Ich versuche, sie nach der Zeit danach zu fragen – dem Thema des Romans, den ich schreiben will -, aber sie schwenkt in ihren Antworten immer wieder weiter zurück in die Vergangenheit. Die Jahre zwischen 1991 und 1997 scheinen in dem albanischen Narrativ wie ein blinder Fleck, ein Nichts zwischen damals und heute.

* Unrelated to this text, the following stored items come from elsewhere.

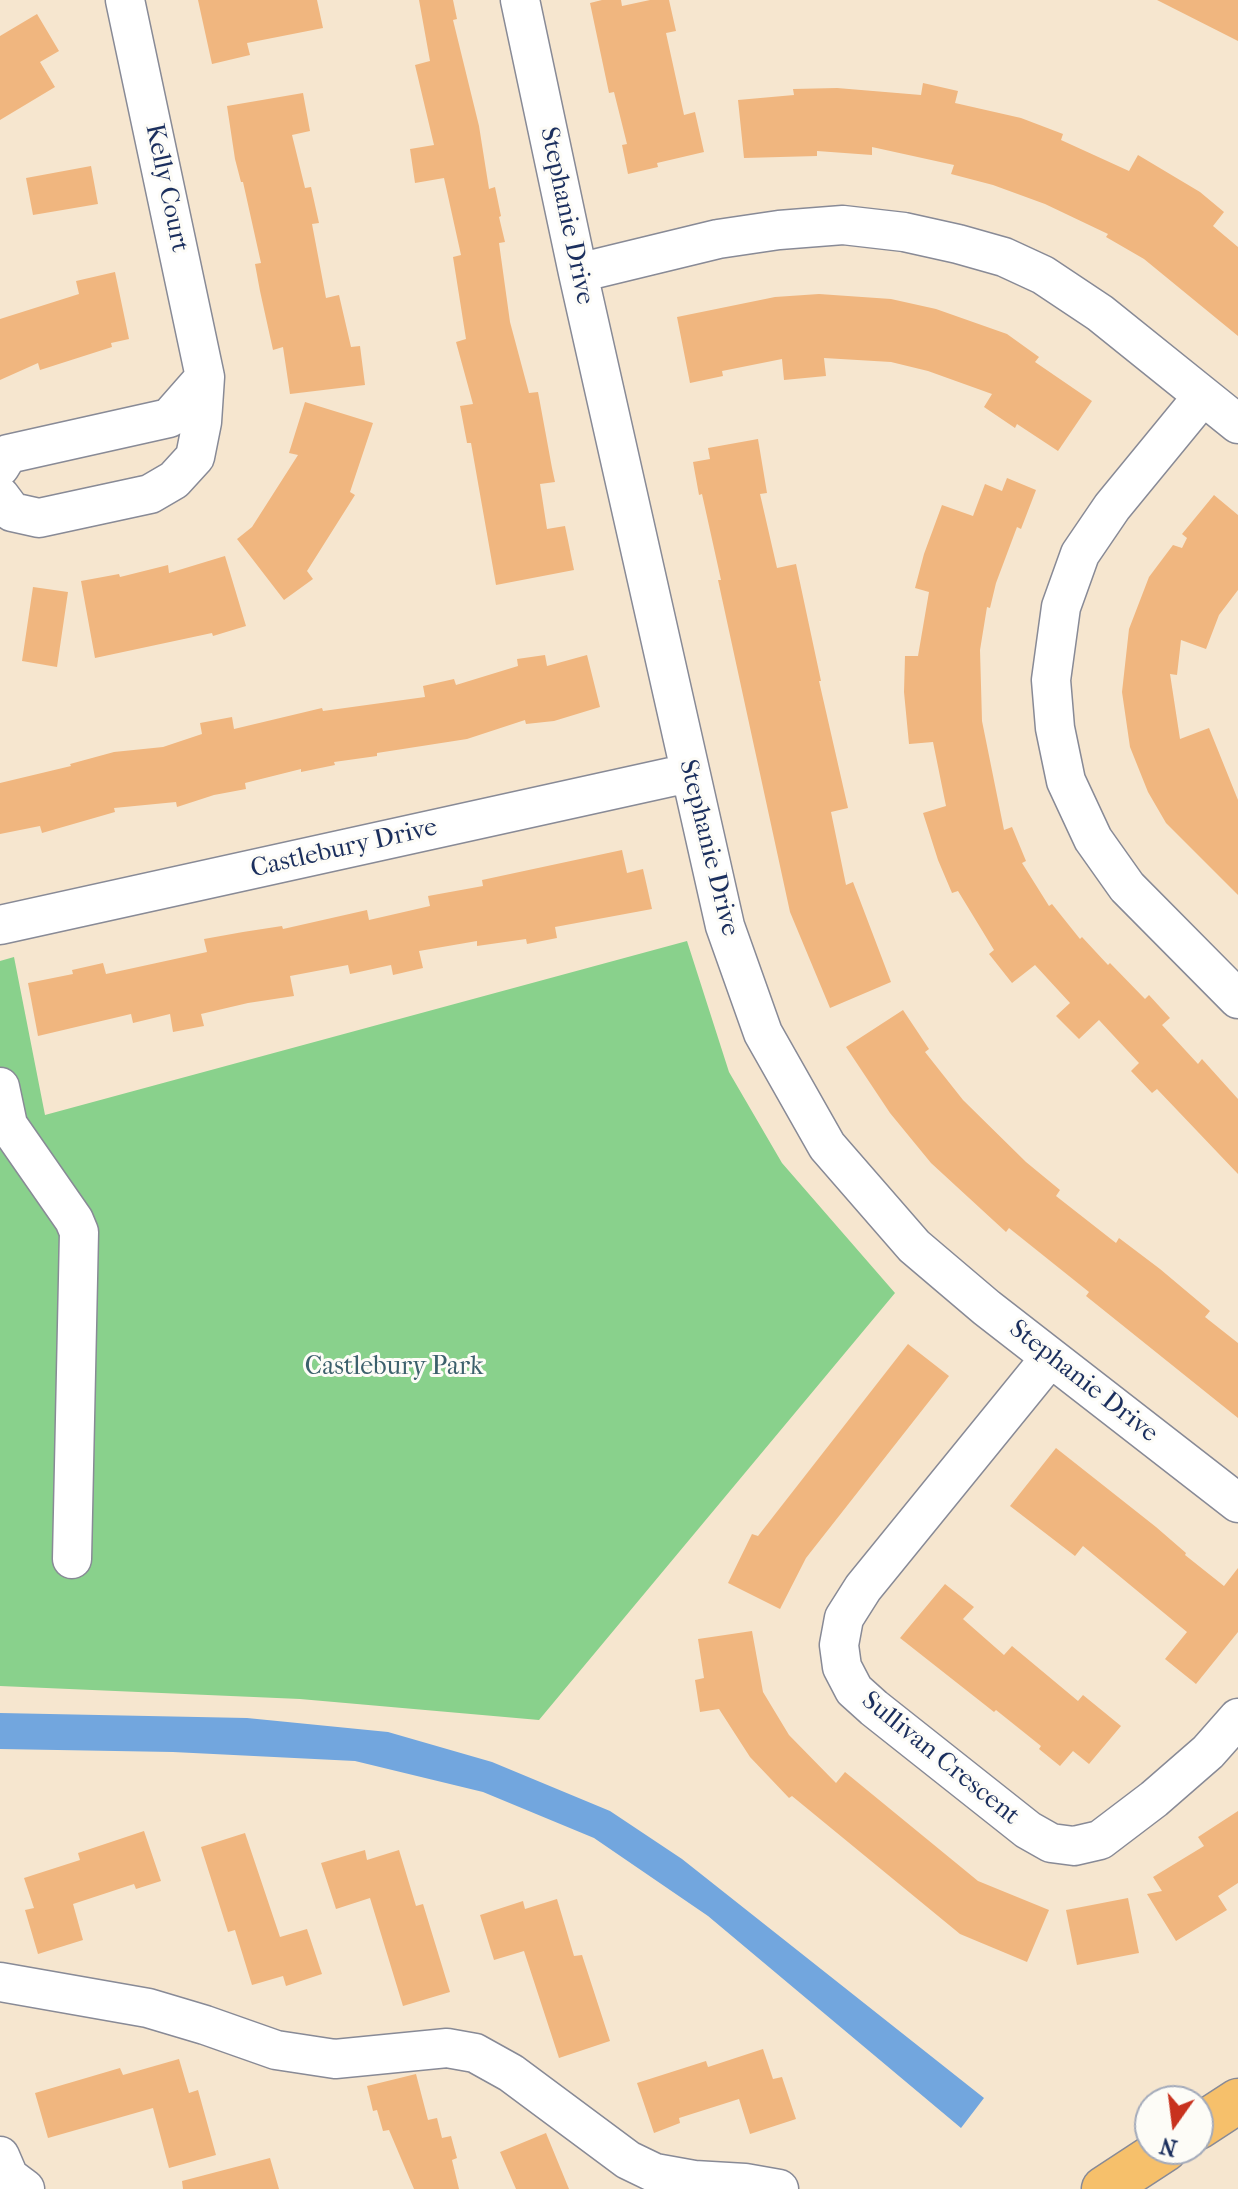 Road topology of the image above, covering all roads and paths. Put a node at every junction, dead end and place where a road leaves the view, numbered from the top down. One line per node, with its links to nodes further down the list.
1 (125, 0): 4 (street, Kelly Court)
2 (520, 0): 3 (street, Stephanie Drive)
3 (578, 273): 5 (street); 9 (street, Stephanie Drive)
4 (205, 377): 7 (street); 8 (street, Kelly Court)
5 (1203, 396): 6 (street); 11 (street)
6 (1238, 424)
7 (0, 467)
8 (0, 496)
9 (689, 773): 10 (street, Castlebury Drive); 13 (street, Stephanie Drive)
10 (0, 925)
11 (1238, 999)
12 (0, 1087): 15 (street)
13 (1050, 1358): 14 (street, Stephanie Drive); 16 (street, Sullivan Crescent)
14 (1238, 1503)
15 (72, 1559)
16 (1238, 1718)
17 (0, 1982): 23 (street)
18 (1238, 2101): 19 (main road)
19 (1214, 2117)
20 (0, 2156): 22 (street)
21 (1141, 2165): 24 (main road)
22 (25, 2189)
23 (779, 2189)
24 (1104, 2189)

Dabei ist es die Zeit, in der die noch heute gültigen gesellschaftlichen Vorstellungen geboren worden sind – allen voran die Formel „Der Rest von Europa“. Jene Formel, die auch Antigona bei ihrer Führung immer wieder erwähnt und über die die albanische Philosophin Lea Ypi schreibt:
„Während dieser Jahre war der Rest von Europa mehr als ein Kampagnen-Slogan. Er stand für eine spezifische Art zu leben, die sehr viel öfter imitiert als verstanden und häufiger absorbiert als gerechtfertigt wurde.“
Lea Ypi (Übers.d.A)
Dann stehen wir vor dem Parlamentsgebäude, „das Haus der Klimaanlagen“, wie Antigona es ironisch nennt, weil vor jedem Fenster eine hängt. Für sie: Sinnbild der Verschwendung einer korrupten Regierung. Sie erzählt uns, dass es bei der letzten nationalen Wahl nur noch 30% Wahlbeteiligung gab und sagt leidenschaftlich: „Es ist falsch, nicht zur Wahl zu gehen. Jede nicht abgegebene Stimme ist ein stilles Ja für die Regierungspartei.“
Ich frage sie, wen sie lieber an der Macht sehen würde. Sie weiß es nicht. Sie selbst war während der Wahl mit einem studentischen Austauschprogramm im Ausland.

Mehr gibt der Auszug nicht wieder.